Глеб посмотрел на своих товарищей и улыбнулся. Следуя своему образу мышления, он бы попросту нажал на курок, находя оправдание в осознанной необходимости убийства животного, но старый чукча решил эту проблему по-своему.

— А топор-то тебе с саночками зачем? — продолжая улыбаться, спросил Глеб, опуская руку на плечо старика.

— Как же, столько мяса пропадает! Я, видите… — Он подошёл к одной из коровьих туш. — Еще когда они живы были, аккуратненько ножом артерии на шее проткнул и кровь спустил.

— Так это не медведь, а ты коровам столько крови выпустил? — понимая происходящее, тоже начал улыбаться директор шахты.

— Конечно! Неправильно это — чёрное мясо есть, а уж выбрасывать или собакам отдавать — совсем плохо будет. Поэтому как только мороз их брать начал, я за топором пошёл. Теперь туши порубить надо и, однако, на саночках на ледник отвести. Тут он сразу за коровником построен.

Глеб протянул чукче руку и крепко пожал его холодную, маленькую, сильно обветренную ладонь.

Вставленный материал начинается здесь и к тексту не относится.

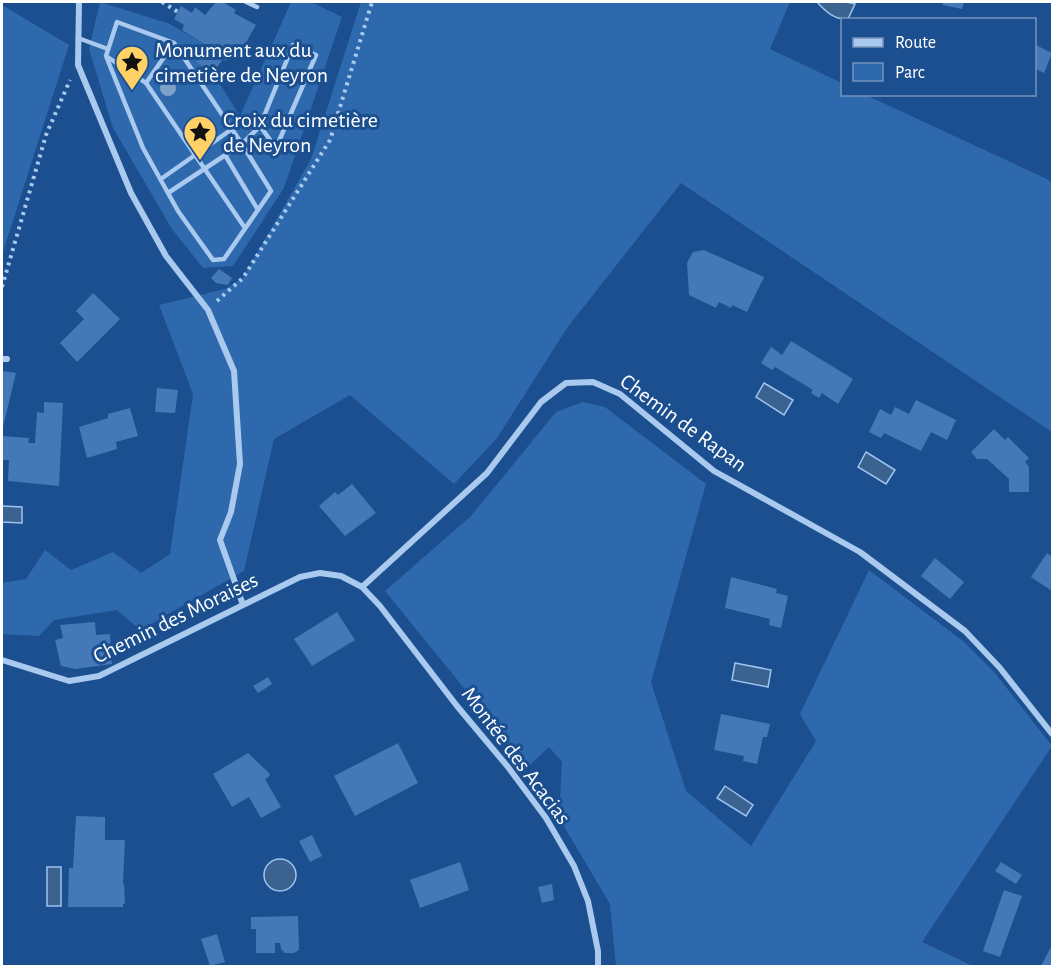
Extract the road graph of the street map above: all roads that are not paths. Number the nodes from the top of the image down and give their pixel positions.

— Спасибо тебе, отец! Удивительные ты нам сегодня вещи поведал и много доброго сделал. За мясо, думаю, тебе директор особое спасибо скажет, а за науку прими от меня благодарность.

«Да… — думал он, усаживаясь в машину. — Как бы мне научиться такому мышлению и удивительной искренней доброте… И смеются над чукчами, и анекдоты про них сочиняют, а сами того не знают, что мудрость этого народа сохранила для нас природу Севера, а мне сегодня подарила возможность посмотреть на окружающий мир иначе…»

— Глеб Михайлович, куда едем, на работу или домой? — спросил водитель, трогаясь с места.

— В редакцию газеты «Советская Чукотка». Пусть напишут о простом стороже коровника, которому слышны духи его предков и подвластны белые, однако, совсем белые медведи.